#### Records for the task ####

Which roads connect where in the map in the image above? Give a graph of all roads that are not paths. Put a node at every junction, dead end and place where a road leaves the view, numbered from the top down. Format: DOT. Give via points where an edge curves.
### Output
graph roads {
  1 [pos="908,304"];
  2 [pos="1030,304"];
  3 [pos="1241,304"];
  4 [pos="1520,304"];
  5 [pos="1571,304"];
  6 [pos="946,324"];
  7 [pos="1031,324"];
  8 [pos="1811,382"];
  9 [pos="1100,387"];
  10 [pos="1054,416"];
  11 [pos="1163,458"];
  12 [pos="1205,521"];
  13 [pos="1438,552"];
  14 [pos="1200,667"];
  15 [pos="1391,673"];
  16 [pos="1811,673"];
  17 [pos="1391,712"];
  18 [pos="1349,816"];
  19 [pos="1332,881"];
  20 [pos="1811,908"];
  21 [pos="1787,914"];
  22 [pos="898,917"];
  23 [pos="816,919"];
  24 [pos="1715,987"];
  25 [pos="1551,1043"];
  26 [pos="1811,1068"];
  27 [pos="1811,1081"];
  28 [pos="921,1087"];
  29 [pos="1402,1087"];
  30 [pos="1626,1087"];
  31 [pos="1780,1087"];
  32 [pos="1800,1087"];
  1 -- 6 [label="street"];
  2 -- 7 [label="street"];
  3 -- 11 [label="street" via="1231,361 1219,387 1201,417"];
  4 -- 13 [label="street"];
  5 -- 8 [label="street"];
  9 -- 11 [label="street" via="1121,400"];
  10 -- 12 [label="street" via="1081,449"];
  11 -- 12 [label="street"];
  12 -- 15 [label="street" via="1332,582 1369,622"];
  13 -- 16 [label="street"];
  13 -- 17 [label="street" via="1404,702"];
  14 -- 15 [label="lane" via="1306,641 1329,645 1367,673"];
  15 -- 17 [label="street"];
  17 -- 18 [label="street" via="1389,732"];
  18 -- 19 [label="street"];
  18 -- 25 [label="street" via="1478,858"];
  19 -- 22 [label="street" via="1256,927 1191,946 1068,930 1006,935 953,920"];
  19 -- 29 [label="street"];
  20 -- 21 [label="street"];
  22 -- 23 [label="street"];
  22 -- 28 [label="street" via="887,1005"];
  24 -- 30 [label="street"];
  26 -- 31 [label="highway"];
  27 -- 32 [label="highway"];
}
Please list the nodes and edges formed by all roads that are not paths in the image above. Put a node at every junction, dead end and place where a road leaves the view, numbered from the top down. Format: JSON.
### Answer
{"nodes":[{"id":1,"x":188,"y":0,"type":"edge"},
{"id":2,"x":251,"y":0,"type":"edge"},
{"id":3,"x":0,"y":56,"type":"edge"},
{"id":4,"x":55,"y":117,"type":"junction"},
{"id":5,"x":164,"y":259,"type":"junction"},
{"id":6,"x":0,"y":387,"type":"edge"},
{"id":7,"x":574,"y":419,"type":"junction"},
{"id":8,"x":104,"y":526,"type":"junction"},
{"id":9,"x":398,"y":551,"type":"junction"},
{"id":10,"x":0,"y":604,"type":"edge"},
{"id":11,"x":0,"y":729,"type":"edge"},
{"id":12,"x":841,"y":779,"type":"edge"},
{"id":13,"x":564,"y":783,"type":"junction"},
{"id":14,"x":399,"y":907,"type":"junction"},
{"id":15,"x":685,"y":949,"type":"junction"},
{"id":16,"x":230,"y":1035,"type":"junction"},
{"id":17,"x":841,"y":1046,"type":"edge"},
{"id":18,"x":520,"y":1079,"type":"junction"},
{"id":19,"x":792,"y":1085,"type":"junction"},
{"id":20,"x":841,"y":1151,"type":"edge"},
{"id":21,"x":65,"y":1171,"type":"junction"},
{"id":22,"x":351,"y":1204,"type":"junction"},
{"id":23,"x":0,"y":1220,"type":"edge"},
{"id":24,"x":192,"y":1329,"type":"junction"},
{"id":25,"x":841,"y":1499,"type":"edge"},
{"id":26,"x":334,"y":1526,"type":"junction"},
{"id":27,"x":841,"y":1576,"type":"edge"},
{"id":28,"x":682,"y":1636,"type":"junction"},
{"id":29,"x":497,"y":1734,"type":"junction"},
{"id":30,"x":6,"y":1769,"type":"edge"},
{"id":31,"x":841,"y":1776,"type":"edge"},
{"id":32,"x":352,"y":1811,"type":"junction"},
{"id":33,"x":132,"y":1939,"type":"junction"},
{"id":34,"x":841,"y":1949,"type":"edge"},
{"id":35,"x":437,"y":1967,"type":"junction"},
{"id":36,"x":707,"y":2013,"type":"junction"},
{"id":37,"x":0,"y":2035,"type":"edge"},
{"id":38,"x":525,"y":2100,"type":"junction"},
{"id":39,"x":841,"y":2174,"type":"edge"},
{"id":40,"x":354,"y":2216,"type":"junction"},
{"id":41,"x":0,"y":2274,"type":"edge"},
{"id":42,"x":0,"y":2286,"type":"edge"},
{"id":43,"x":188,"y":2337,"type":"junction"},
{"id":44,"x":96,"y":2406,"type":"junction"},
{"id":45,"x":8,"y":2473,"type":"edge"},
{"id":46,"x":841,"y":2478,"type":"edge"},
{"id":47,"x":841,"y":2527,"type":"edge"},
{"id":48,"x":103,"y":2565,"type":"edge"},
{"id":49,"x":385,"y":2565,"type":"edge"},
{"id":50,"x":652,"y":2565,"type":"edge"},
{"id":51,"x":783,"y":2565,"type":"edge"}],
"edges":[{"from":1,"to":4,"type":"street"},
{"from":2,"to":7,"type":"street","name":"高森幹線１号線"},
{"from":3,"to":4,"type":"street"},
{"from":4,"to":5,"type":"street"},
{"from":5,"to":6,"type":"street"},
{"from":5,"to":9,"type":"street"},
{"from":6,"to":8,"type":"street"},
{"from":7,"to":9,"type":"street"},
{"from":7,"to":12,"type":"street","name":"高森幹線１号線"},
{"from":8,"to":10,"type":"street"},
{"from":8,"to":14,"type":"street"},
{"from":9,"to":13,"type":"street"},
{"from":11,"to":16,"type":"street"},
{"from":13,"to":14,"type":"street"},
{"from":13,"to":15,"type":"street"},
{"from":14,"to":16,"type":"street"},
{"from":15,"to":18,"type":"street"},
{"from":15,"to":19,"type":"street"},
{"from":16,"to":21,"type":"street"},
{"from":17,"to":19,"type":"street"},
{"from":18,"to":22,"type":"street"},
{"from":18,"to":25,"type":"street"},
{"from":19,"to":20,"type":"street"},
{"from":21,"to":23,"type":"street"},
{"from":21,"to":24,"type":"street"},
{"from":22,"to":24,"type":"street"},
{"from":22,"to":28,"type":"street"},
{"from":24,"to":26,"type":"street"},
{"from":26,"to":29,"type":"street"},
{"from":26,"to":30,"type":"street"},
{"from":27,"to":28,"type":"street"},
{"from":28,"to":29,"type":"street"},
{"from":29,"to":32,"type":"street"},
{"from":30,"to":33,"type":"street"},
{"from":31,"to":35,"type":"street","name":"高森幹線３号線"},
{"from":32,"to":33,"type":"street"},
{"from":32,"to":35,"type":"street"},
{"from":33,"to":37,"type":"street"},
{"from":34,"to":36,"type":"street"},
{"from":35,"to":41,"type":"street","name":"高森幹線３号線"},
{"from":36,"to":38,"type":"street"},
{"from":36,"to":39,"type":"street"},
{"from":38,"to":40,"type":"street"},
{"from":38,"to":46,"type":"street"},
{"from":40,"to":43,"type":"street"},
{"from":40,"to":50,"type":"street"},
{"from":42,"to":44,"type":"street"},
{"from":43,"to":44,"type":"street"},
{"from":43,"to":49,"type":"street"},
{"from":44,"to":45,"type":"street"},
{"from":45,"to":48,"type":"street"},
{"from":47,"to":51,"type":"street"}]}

####

Task details »
Would you write out all of the data again, unchanged?

Output for this task »
Which roads connect where in the map in the image above? Give a graph of all roads that are not paths. Put a node at every junction, dead end and place where a road leaves the view, numbered from the top down. Format: DOT. Give via points where an edge curves.
### Output
graph roads {
  1 [pos="908,304"];
  2 [pos="1030,304"];
  3 [pos="1241,304"];
  4 [pos="1520,304"];
  5 [pos="1571,304"];
  6 [pos="946,324"];
  7 [pos="1031,324"];
  8 [pos="1811,382"];
  9 [pos="1100,387"];
  10 [pos="1054,416"];
  11 [pos="1163,458"];
  12 [pos="1205,521"];
  13 [pos="1438,552"];
  14 [pos="1200,667"];
  15 [pos="1391,673"];
  16 [pos="1811,673"];
  17 [pos="1391,712"];
  18 [pos="1349,816"];
  19 [pos="1332,881"];
  20 [pos="1811,908"];
  21 [pos="1787,914"];
  22 [pos="898,917"];
  23 [pos="816,919"];
  24 [pos="1715,987"];
  25 [pos="1551,1043"];
  26 [pos="1811,1068"];
  27 [pos="1811,1081"];
  28 [pos="921,1087"];
  29 [pos="1402,1087"];
  30 [pos="1626,1087"];
  31 [pos="1780,1087"];
  32 [pos="1800,1087"];
  1 -- 6 [label="street"];
  2 -- 7 [label="street"];
  3 -- 11 [label="street" via="1231,361 1219,387 1201,417"];
  4 -- 13 [label="street"];
  5 -- 8 [label="street"];
  9 -- 11 [label="street" via="1121,400"];
  10 -- 12 [label="street" via="1081,449"];
  11 -- 12 [label="street"];
  12 -- 15 [label="street" via="1332,582 1369,622"];
  13 -- 16 [label="street"];
  13 -- 17 [label="street" via="1404,702"];
  14 -- 15 [label="lane" via="1306,641 1329,645 1367,673"];
  15 -- 17 [label="street"];
  17 -- 18 [label="street" via="1389,732"];
  18 -- 19 [label="street"];
  18 -- 25 [label="street" via="1478,858"];
  19 -- 22 [label="street" via="1256,927 1191,946 1068,930 1006,935 953,920"];
  19 -- 29 [label="street"];
  20 -- 21 [label="street"];
  22 -- 23 [label="street"];
  22 -- 28 [label="street" via="887,1005"];
  24 -- 30 [label="street"];
  26 -- 31 [label="highway"];
  27 -- 32 [label="highway"];
}
Please list the nodes and edges formed by all roads that are not paths in the image above. Put a node at every junction, dead end and place where a road leaves the view, numbered from the top down. Format: JSON.
### Answer
{"nodes":[{"id":1,"x":188,"y":0,"type":"edge"},
{"id":2,"x":251,"y":0,"type":"edge"},
{"id":3,"x":0,"y":56,"type":"edge"},
{"id":4,"x":55,"y":117,"type":"junction"},
{"id":5,"x":164,"y":259,"type":"junction"},
{"id":6,"x":0,"y":387,"type":"edge"},
{"id":7,"x":574,"y":419,"type":"junction"},
{"id":8,"x":104,"y":526,"type":"junction"},
{"id":9,"x":398,"y":551,"type":"junction"},
{"id":10,"x":0,"y":604,"type":"edge"},
{"id":11,"x":0,"y":729,"type":"edge"},
{"id":12,"x":841,"y":779,"type":"edge"},
{"id":13,"x":564,"y":783,"type":"junction"},
{"id":14,"x":399,"y":907,"type":"junction"},
{"id":15,"x":685,"y":949,"type":"junction"},
{"id":16,"x":230,"y":1035,"type":"junction"},
{"id":17,"x":841,"y":1046,"type":"edge"},
{"id":18,"x":520,"y":1079,"type":"junction"},
{"id":19,"x":792,"y":1085,"type":"junction"},
{"id":20,"x":841,"y":1151,"type":"edge"},
{"id":21,"x":65,"y":1171,"type":"junction"},
{"id":22,"x":351,"y":1204,"type":"junction"},
{"id":23,"x":0,"y":1220,"type":"edge"},
{"id":24,"x":192,"y":1329,"type":"junction"},
{"id":25,"x":841,"y":1499,"type":"edge"},
{"id":26,"x":334,"y":1526,"type":"junction"},
{"id":27,"x":841,"y":1576,"type":"edge"},
{"id":28,"x":682,"y":1636,"type":"junction"},
{"id":29,"x":497,"y":1734,"type":"junction"},
{"id":30,"x":6,"y":1769,"type":"edge"},
{"id":31,"x":841,"y":1776,"type":"edge"},
{"id":32,"x":352,"y":1811,"type":"junction"},
{"id":33,"x":132,"y":1939,"type":"junction"},
{"id":34,"x":841,"y":1949,"type":"edge"},
{"id":35,"x":437,"y":1967,"type":"junction"},
{"id":36,"x":707,"y":2013,"type":"junction"},
{"id":37,"x":0,"y":2035,"type":"edge"},
{"id":38,"x":525,"y":2100,"type":"junction"},
{"id":39,"x":841,"y":2174,"type":"edge"},
{"id":40,"x":354,"y":2216,"type":"junction"},
{"id":41,"x":0,"y":2274,"type":"edge"},
{"id":42,"x":0,"y":2286,"type":"edge"},
{"id":43,"x":188,"y":2337,"type":"junction"},
{"id":44,"x":96,"y":2406,"type":"junction"},
{"id":45,"x":8,"y":2473,"type":"edge"},
{"id":46,"x":841,"y":2478,"type":"edge"},
{"id":47,"x":841,"y":2527,"type":"edge"},
{"id":48,"x":103,"y":2565,"type":"edge"},
{"id":49,"x":385,"y":2565,"type":"edge"},
{"id":50,"x":652,"y":2565,"type":"edge"},
{"id":51,"x":783,"y":2565,"type":"edge"}],
"edges":[{"from":1,"to":4,"type":"street"},
{"from":2,"to":7,"type":"street","name":"高森幹線１号線"},
{"from":3,"to":4,"type":"street"},
{"from":4,"to":5,"type":"street"},
{"from":5,"to":6,"type":"street"},
{"from":5,"to":9,"type":"street"},
{"from":6,"to":8,"type":"street"},
{"from":7,"to":9,"type":"street"},
{"from":7,"to":12,"type":"street","name":"高森幹線１号線"},
{"from":8,"to":10,"type":"street"},
{"from":8,"to":14,"type":"street"},
{"from":9,"to":13,"type":"street"},
{"from":11,"to":16,"type":"street"},
{"from":13,"to":14,"type":"street"},
{"from":13,"to":15,"type":"street"},
{"from":14,"to":16,"type":"street"},
{"from":15,"to":18,"type":"street"},
{"from":15,"to":19,"type":"street"},
{"from":16,"to":21,"type":"street"},
{"from":17,"to":19,"type":"street"},
{"from":18,"to":22,"type":"street"},
{"from":18,"to":25,"type":"street"},
{"from":19,"to":20,"type":"street"},
{"from":21,"to":23,"type":"street"},
{"from":21,"to":24,"type":"street"},
{"from":22,"to":24,"type":"street"},
{"from":22,"to":28,"type":"street"},
{"from":24,"to":26,"type":"street"},
{"from":26,"to":29,"type":"street"},
{"from":26,"to":30,"type":"street"},
{"from":27,"to":28,"type":"street"},
{"from":28,"to":29,"type":"street"},
{"from":29,"to":32,"type":"street"},
{"from":30,"to":33,"type":"street"},
{"from":31,"to":35,"type":"street","name":"高森幹線３号線"},
{"from":32,"to":33,"type":"street"},
{"from":32,"to":35,"type":"street"},
{"from":33,"to":37,"type":"street"},
{"from":34,"to":36,"type":"street"},
{"from":35,"to":41,"type":"street","name":"高森幹線３号線"},
{"from":36,"to":38,"type":"street"},
{"from":36,"to":39,"type":"street"},
{"from":38,"to":40,"type":"street"},
{"from":38,"to":46,"type":"street"},
{"from":40,"to":43,"type":"street"},
{"from":40,"to":50,"type":"street"},
{"from":42,"to":44,"type":"street"},
{"from":43,"to":44,"type":"street"},
{"from":43,"to":49,"type":"street"},
{"from":44,"to":45,"type":"street"},
{"from":45,"to":48,"type":"street"},
{"from":47,"to":51,"type":"street"}]}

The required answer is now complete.